Although the third landscape concept was born deep in the countryside, at Vassivière-en-Limousin, in France, it is in the city–realm of contemporary development par excellence—that it is more likely to appear, because it is intrinsically related to the evolution of urban space itself. The status of the fragment or leftover created by demolition and destined for rebuilding or redevelopment is, in effect, temporary. The diversity to be found in such a place is thus constantly under threat, and its precariousness gives it scarcity value.There are essentially three types of third landscape spaces:1 the délaissé or abandoned place, formerly exploited as agricultural, industrial, urban or touristic space–délaissé being synonymous with the notion of friche, untended or fallow; the réserve, a place never exploited, whether by chance, or because physical inaccessibility makes it too costly to develop; and the ensemble primaire, land or space set aside and protected by administrative decree.


  1. Clément, Manifeste du Tiers paysage, pp. 9f. 
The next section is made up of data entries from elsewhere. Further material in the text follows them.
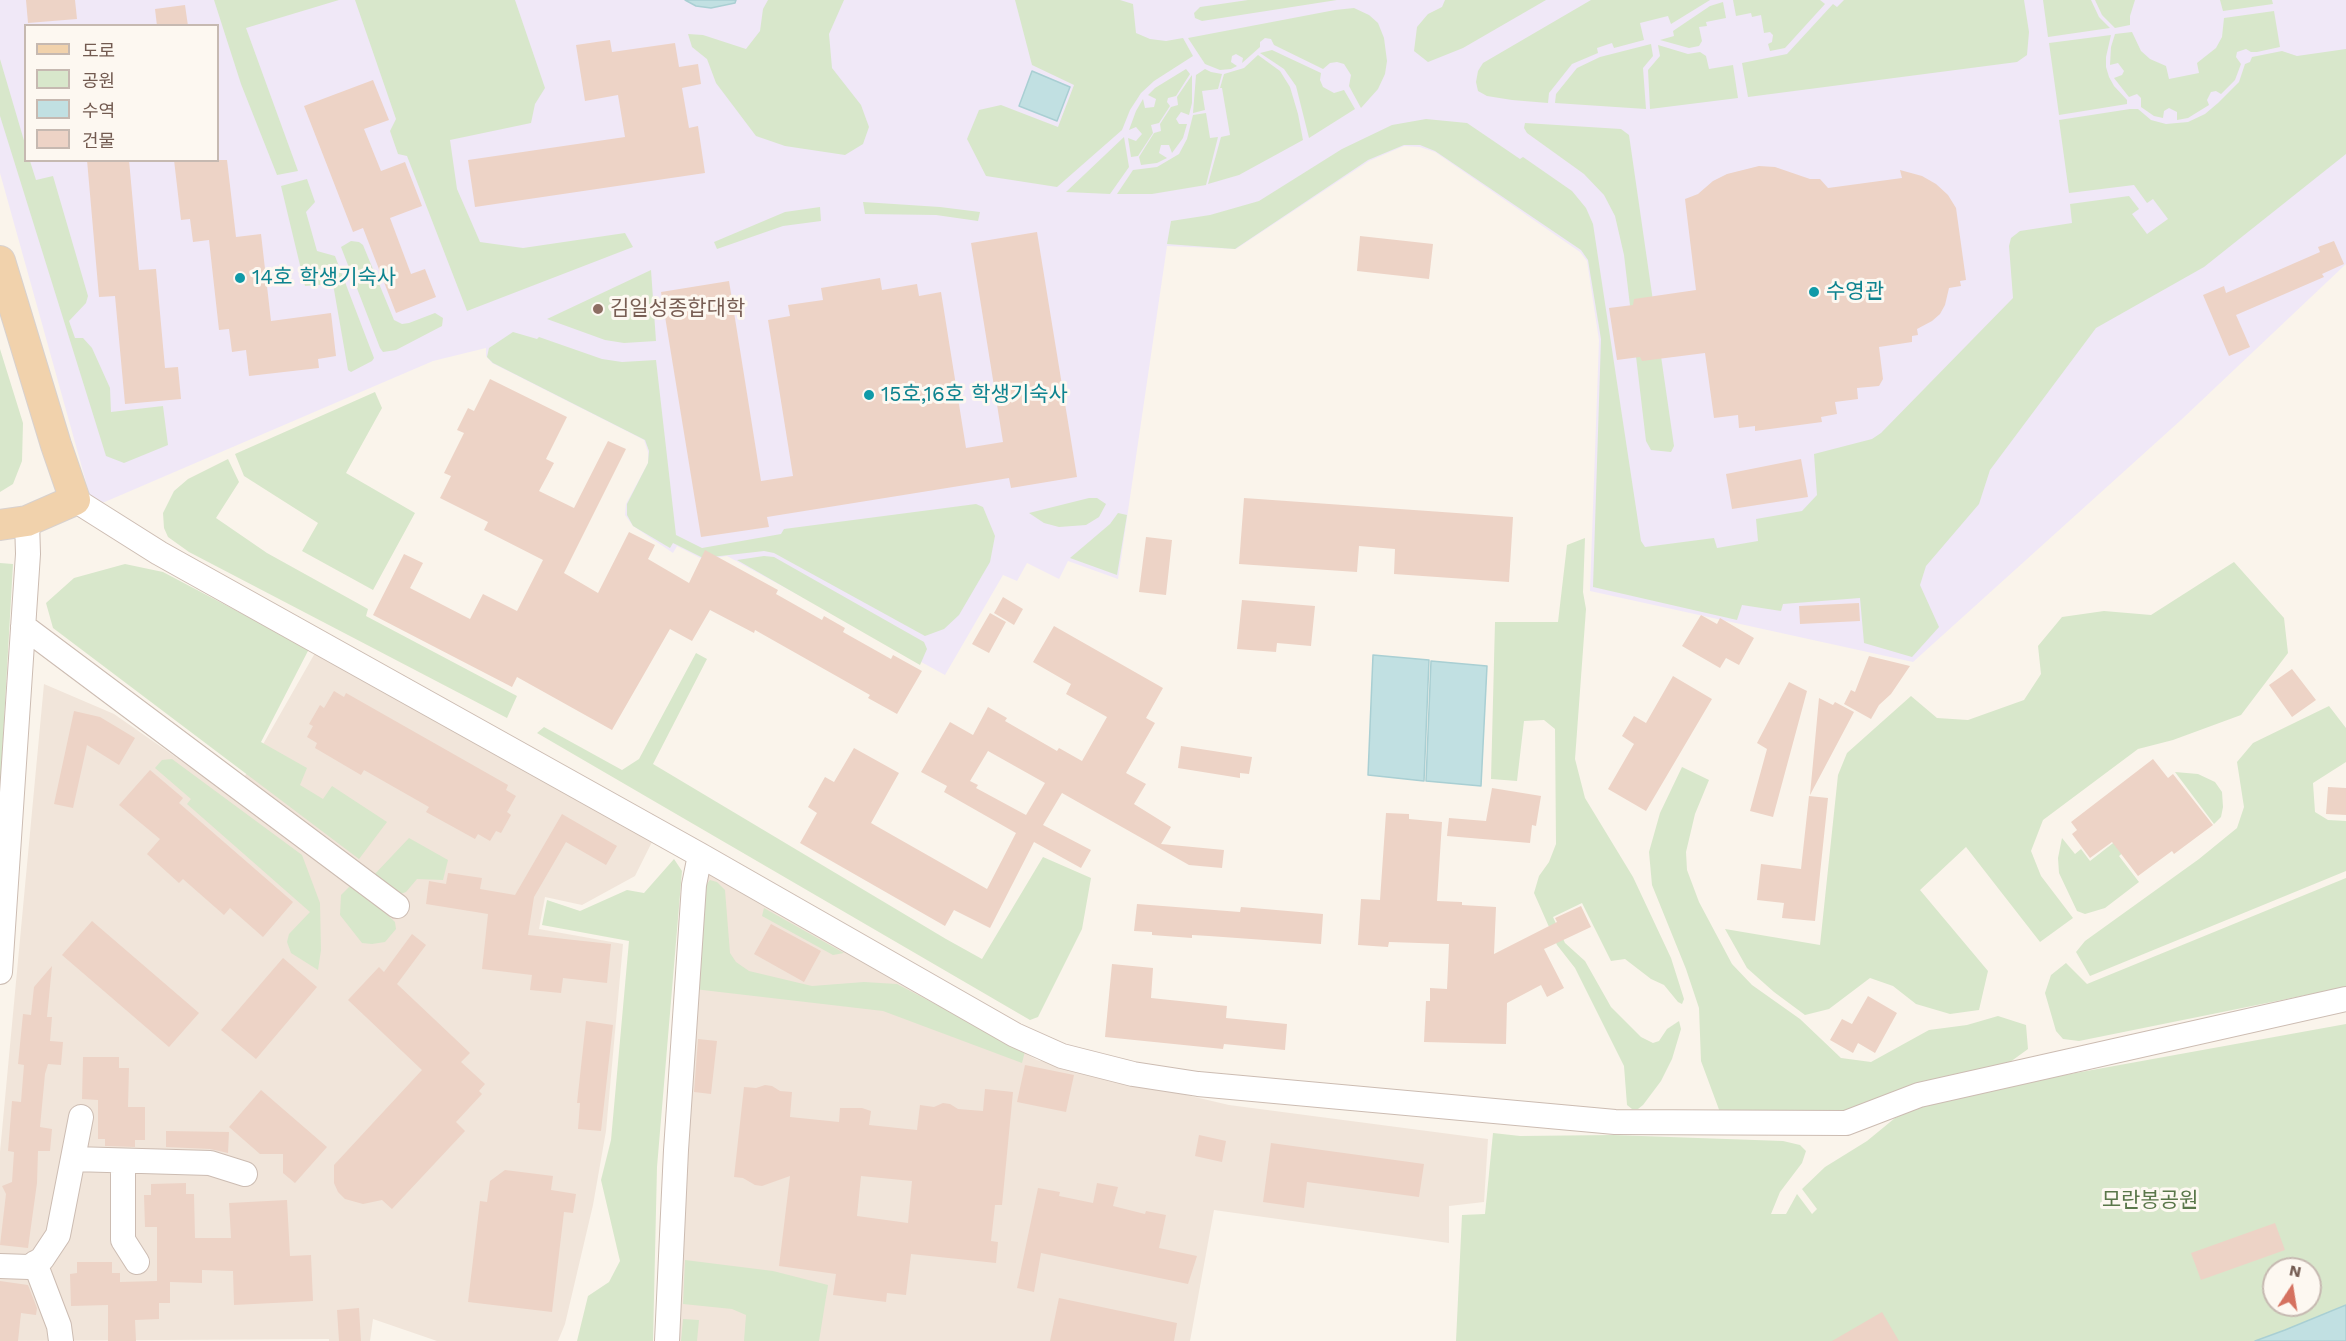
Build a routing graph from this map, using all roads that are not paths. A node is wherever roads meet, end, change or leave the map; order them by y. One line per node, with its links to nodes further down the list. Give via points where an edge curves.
1 (0, 261): 2 (main road)
2 (75, 500): 3 (main road); 5 (street, via 159,553)
3 (14, 523): 4 (street, via 28,554)
4 (23, 626): 6 (street); 7 (street)
5 (700, 855): 8 (street, via 1014,1035 1062,1056 1133,1074 1198,1084 1449,1108 1635,1123 1846,1123 1919,1095); 17 (street, via 694,885)
6 (397, 906)
7 (0, 972)
8 (2346, 999)
9 (81, 1117): 10 (street)
10 (73, 1159): 11 (street); 14 (street, via 58,1234)
11 (123, 1161): 12 (street, via 210,1163); 13 (street, via 123,1240)
12 (245, 1174)
13 (137, 1262)
14 (35, 1263): 15 (street, via 29,1267); 16 (street)
15 (0, 1266)
16 (61, 1341)
17 (667, 1341)

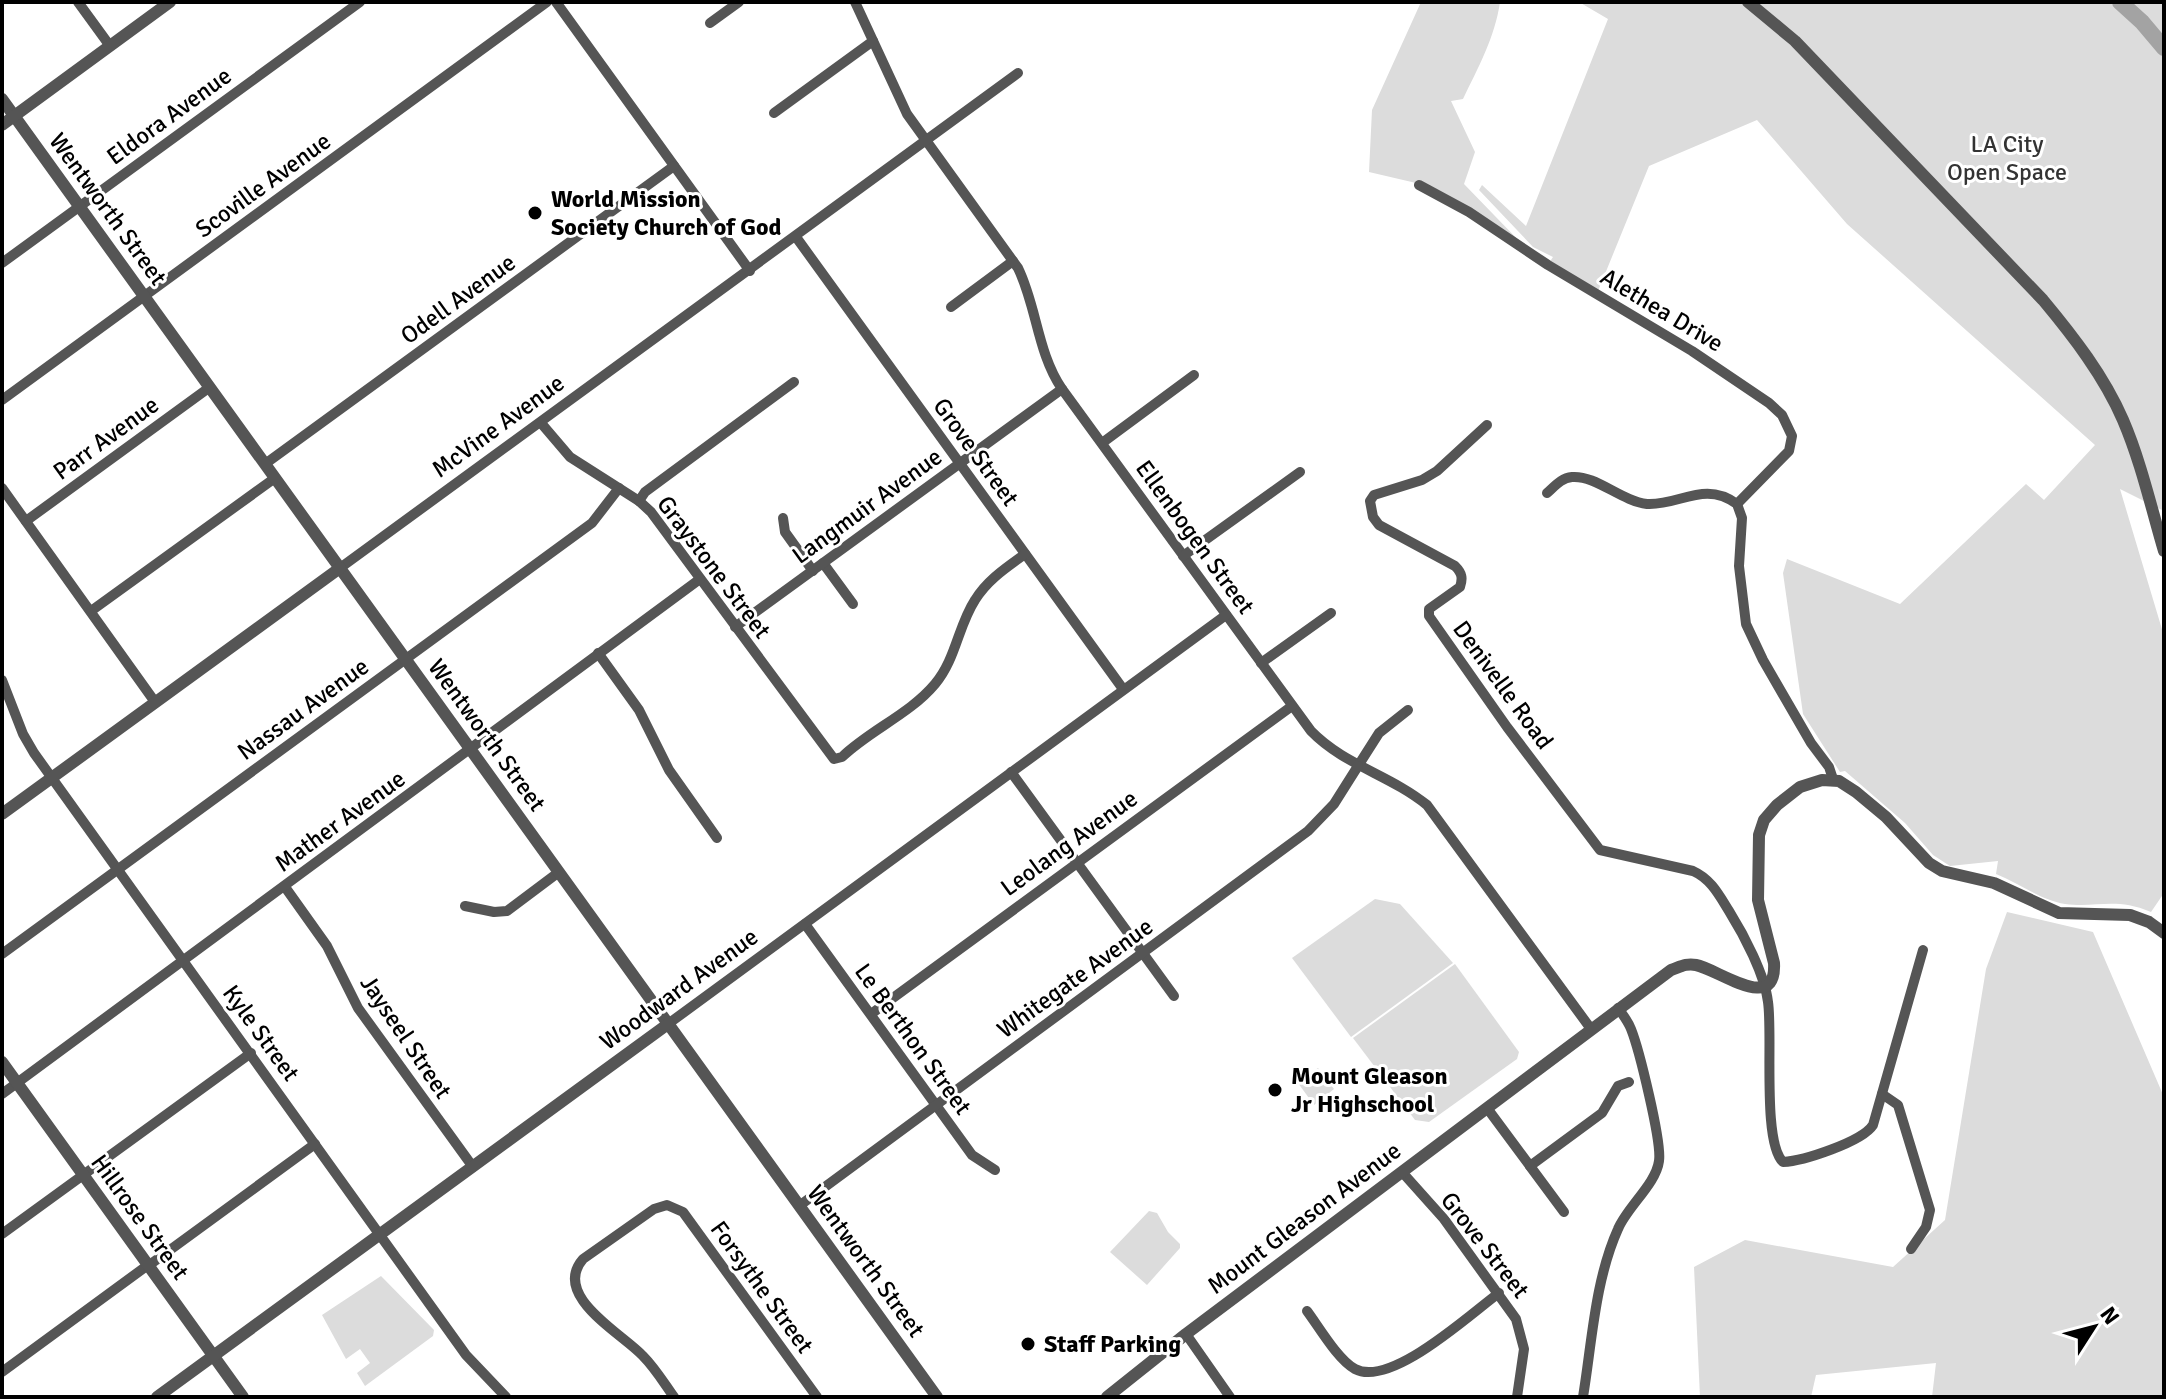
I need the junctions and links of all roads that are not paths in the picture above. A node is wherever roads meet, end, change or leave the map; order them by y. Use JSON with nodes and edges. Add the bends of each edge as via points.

Gilles Clément, Outtakes from Gilles Clément & Philippe Rahm: Environment: Approaches for Tomorrow, 2006. Digital Photography. CCA © CCA

In particular, the genre of urban space I call délaissé, which is literally inserted into the contemporary urban fabric, can be seen as something that belongs to the city which is not worthless, but rather, from a political point of view, something positive, even a great asset. It is not a garden, but a place that welcomes diversity, and when regarded from this perspective, it takes on another importance. It is no longer a place abandoned to rubbish and weeds, but becomes a sort of reservoir or “biological time capsule” for the future. To the extent that such a place has the capacity to welcome diversity, it harbours the genetic patrimony of humankind.